• **Brief**:
The listing is to be repeated exactly, and its pictures are to be left out.

═════ Data records ═════

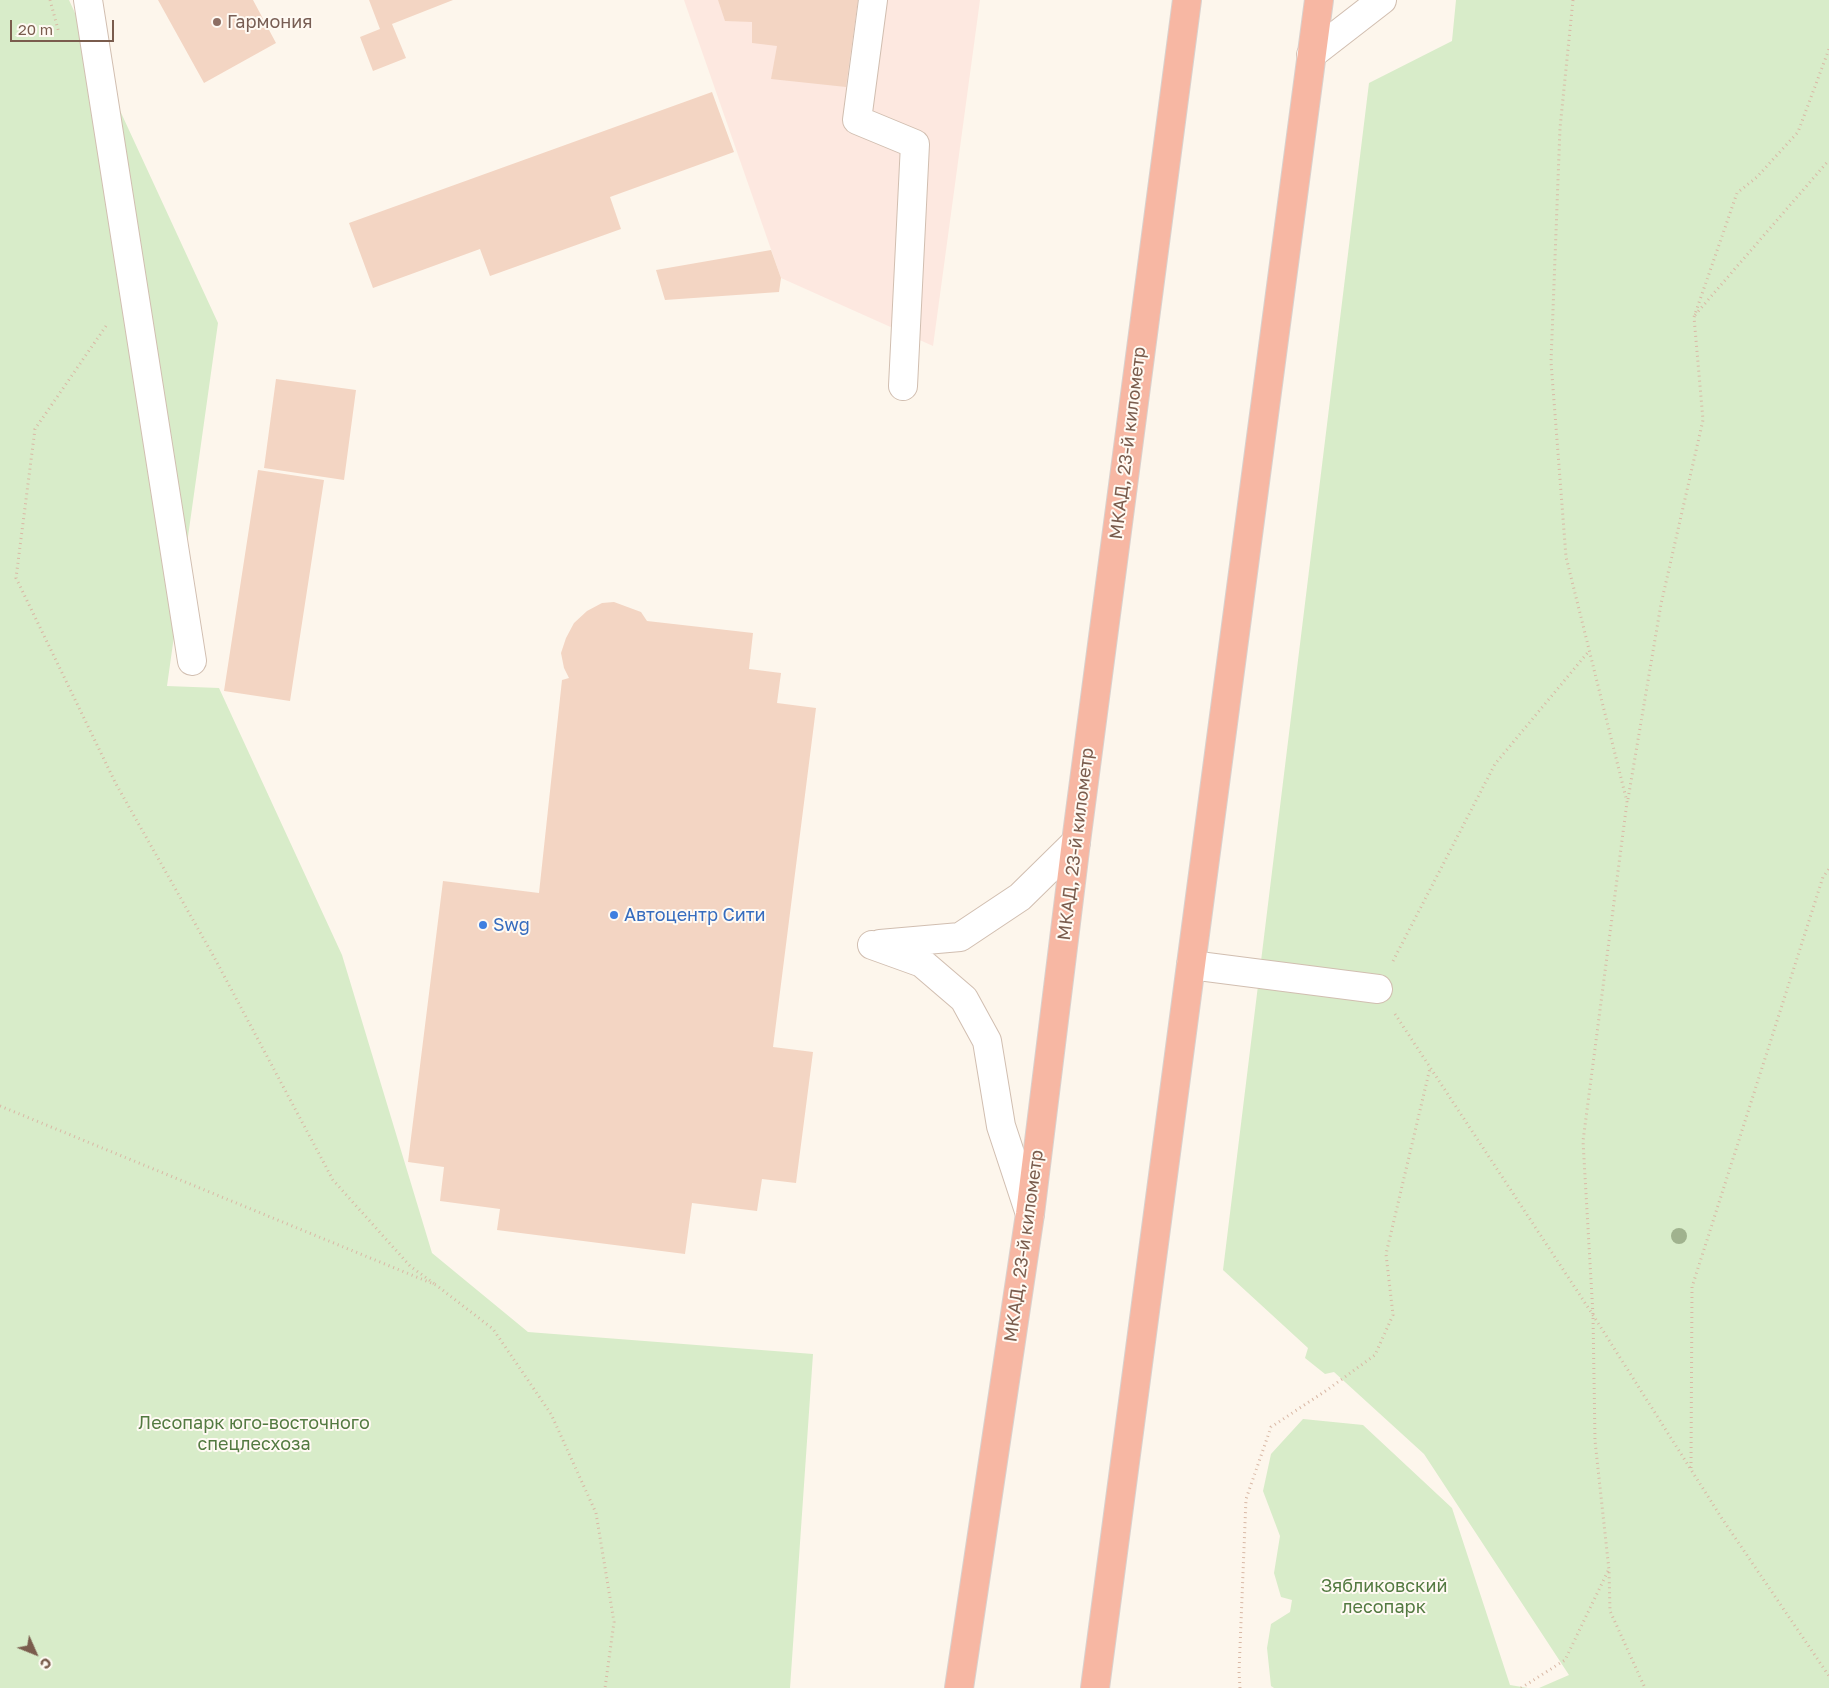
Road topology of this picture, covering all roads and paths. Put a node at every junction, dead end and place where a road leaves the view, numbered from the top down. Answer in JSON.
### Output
{"nodes":[{"id":1,"x":50,"y":0,"type":"edge"},
{"id":2,"x":88,"y":0,"type":"edge"},
{"id":3,"x":873,"y":0,"type":"edge"},
{"id":4,"x":1187,"y":0,"type":"edge"},
{"id":5,"x":1319,"y":0,"type":"edge"},
{"id":6,"x":1382,"y":0,"type":"edge"},
{"id":7,"x":1573,"y":0,"type":"edge"},
{"id":8,"x":60,"y":37,"type":"dead end"},
{"id":9,"x":1829,"y":49,"type":"edge"},
{"id":10,"x":1311,"y":55,"type":"junction"},
{"id":11,"x":1829,"y":160,"type":"edge"},
{"id":12,"x":1694,"y":317,"type":"junction"},
{"id":13,"x":107,"y":325,"type":"dead end"},
{"id":14,"x":903,"y":386,"type":"dead end"},
{"id":15,"x":1590,"y":651,"type":"junction"},
{"id":16,"x":192,"y":661,"type":"dead end"},
{"id":17,"x":1628,"y":802,"type":"junction"},
{"id":18,"x":1076,"y":842,"type":"junction"},
{"id":19,"x":1829,"y":869,"type":"edge"},
{"id":20,"x":1191,"y":965,"type":"junction"},
{"id":21,"x":1378,"y":989,"type":"junction"},
{"id":22,"x":1430,"y":1068,"type":"junction"},
{"id":23,"x":0,"y":1106,"type":"edge"},
{"id":24,"x":1030,"y":1214,"type":"junction"},
{"id":25,"x":436,"y":1285,"type":"junction"},
{"id":26,"x":1593,"y":1315,"type":"junction"},
{"id":27,"x":1691,"y":1470,"type":"junction"},
{"id":28,"x":1609,"y":1570,"type":"junction"},
{"id":29,"x":1829,"y":1676,"type":"edge"},
{"id":30,"x":605,"y":1688,"type":"edge"},
{"id":31,"x":959,"y":1688,"type":"edge"},
{"id":32,"x":1095,"y":1688,"type":"edge"},
{"id":33,"x":1240,"y":1688,"type":"edge"},
{"id":34,"x":1521,"y":1688,"type":"edge"},
{"id":35,"x":1644,"y":1688,"type":"edge"}],
"edges":[{"from":1,"to":8,"type":"path"},
{"from":2,"to":16,"type":"lane"},
{"from":3,"to":14,"type":"lane"},
{"from":4,"to":18,"type":"highway","name":"МКАД, 23-й километр"},
{"from":5,"to":10,"type":"highway"},
{"from":6,"to":10,"type":"lane"},
{"from":7,"to":15,"type":"path"},
{"from":9,"to":12,"type":"path"},
{"from":10,"to":20,"type":"highway"},
{"from":11,"to":12,"type":"path"},
{"from":12,"to":17,"type":"path"},
{"from":13,"to":25,"type":"path"},
{"from":15,"to":17,"type":"path"},
{"from":15,"to":21,"type":"path"},
{"from":17,"to":26,"type":"path"},
{"from":18,"to":24,"type":"highway","name":"МКАД, 23-й километр"},
{"from":18,"to":24,"type":"lane"},
{"from":19,"to":27,"type":"path"},
{"from":20,"to":21,"type":"lane"},
{"from":20,"to":32,"type":"highway"},
{"from":21,"to":22,"type":"path"},
{"from":22,"to":26,"type":"path"},
{"from":22,"to":33,"type":"path"},
{"from":23,"to":25,"type":"path"},
{"from":24,"to":31,"type":"highway","name":"МКАД, 23-й километр"},
{"from":25,"to":30,"type":"path"},
{"from":26,"to":27,"type":"path"},
{"from":26,"to":28,"type":"path"},
{"from":27,"to":29,"type":"path"},
{"from":28,"to":34,"type":"path"},
{"from":28,"to":35,"type":"path"}]}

═════

• **Task output**:
Road topology of this picture, covering all roads and paths. Put a node at every junction, dead end and place where a road leaves the view, numbered from the top down. Answer in JSON.
### Output
{"nodes":[{"id":1,"x":50,"y":0,"type":"edge"},
{"id":2,"x":88,"y":0,"type":"edge"},
{"id":3,"x":873,"y":0,"type":"edge"},
{"id":4,"x":1187,"y":0,"type":"edge"},
{"id":5,"x":1319,"y":0,"type":"edge"},
{"id":6,"x":1382,"y":0,"type":"edge"},
{"id":7,"x":1573,"y":0,"type":"edge"},
{"id":8,"x":60,"y":37,"type":"dead end"},
{"id":9,"x":1829,"y":49,"type":"edge"},
{"id":10,"x":1311,"y":55,"type":"junction"},
{"id":11,"x":1829,"y":160,"type":"edge"},
{"id":12,"x":1694,"y":317,"type":"junction"},
{"id":13,"x":107,"y":325,"type":"dead end"},
{"id":14,"x":903,"y":386,"type":"dead end"},
{"id":15,"x":1590,"y":651,"type":"junction"},
{"id":16,"x":192,"y":661,"type":"dead end"},
{"id":17,"x":1628,"y":802,"type":"junction"},
{"id":18,"x":1076,"y":842,"type":"junction"},
{"id":19,"x":1829,"y":869,"type":"edge"},
{"id":20,"x":1191,"y":965,"type":"junction"},
{"id":21,"x":1378,"y":989,"type":"junction"},
{"id":22,"x":1430,"y":1068,"type":"junction"},
{"id":23,"x":0,"y":1106,"type":"edge"},
{"id":24,"x":1030,"y":1214,"type":"junction"},
{"id":25,"x":436,"y":1285,"type":"junction"},
{"id":26,"x":1593,"y":1315,"type":"junction"},
{"id":27,"x":1691,"y":1470,"type":"junction"},
{"id":28,"x":1609,"y":1570,"type":"junction"},
{"id":29,"x":1829,"y":1676,"type":"edge"},
{"id":30,"x":605,"y":1688,"type":"edge"},
{"id":31,"x":959,"y":1688,"type":"edge"},
{"id":32,"x":1095,"y":1688,"type":"edge"},
{"id":33,"x":1240,"y":1688,"type":"edge"},
{"id":34,"x":1521,"y":1688,"type":"edge"},
{"id":35,"x":1644,"y":1688,"type":"edge"}],
"edges":[{"from":1,"to":8,"type":"path"},
{"from":2,"to":16,"type":"lane"},
{"from":3,"to":14,"type":"lane"},
{"from":4,"to":18,"type":"highway","name":"МКАД, 23-й километр"},
{"from":5,"to":10,"type":"highway"},
{"from":6,"to":10,"type":"lane"},
{"from":7,"to":15,"type":"path"},
{"from":9,"to":12,"type":"path"},
{"from":10,"to":20,"type":"highway"},
{"from":11,"to":12,"type":"path"},
{"from":12,"to":17,"type":"path"},
{"from":13,"to":25,"type":"path"},
{"from":15,"to":17,"type":"path"},
{"from":15,"to":21,"type":"path"},
{"from":17,"to":26,"type":"path"},
{"from":18,"to":24,"type":"highway","name":"МКАД, 23-й километр"},
{"from":18,"to":24,"type":"lane"},
{"from":19,"to":27,"type":"path"},
{"from":20,"to":21,"type":"lane"},
{"from":20,"to":32,"type":"highway"},
{"from":21,"to":22,"type":"path"},
{"from":22,"to":26,"type":"path"},
{"from":22,"to":33,"type":"path"},
{"from":23,"to":25,"type":"path"},
{"from":24,"to":31,"type":"highway","name":"МКАД, 23-й километр"},
{"from":25,"to":30,"type":"path"},
{"from":26,"to":27,"type":"path"},
{"from":26,"to":28,"type":"path"},
{"from":27,"to":29,"type":"path"},
{"from":28,"to":34,"type":"path"},
{"from":28,"to":35,"type":"path"}]}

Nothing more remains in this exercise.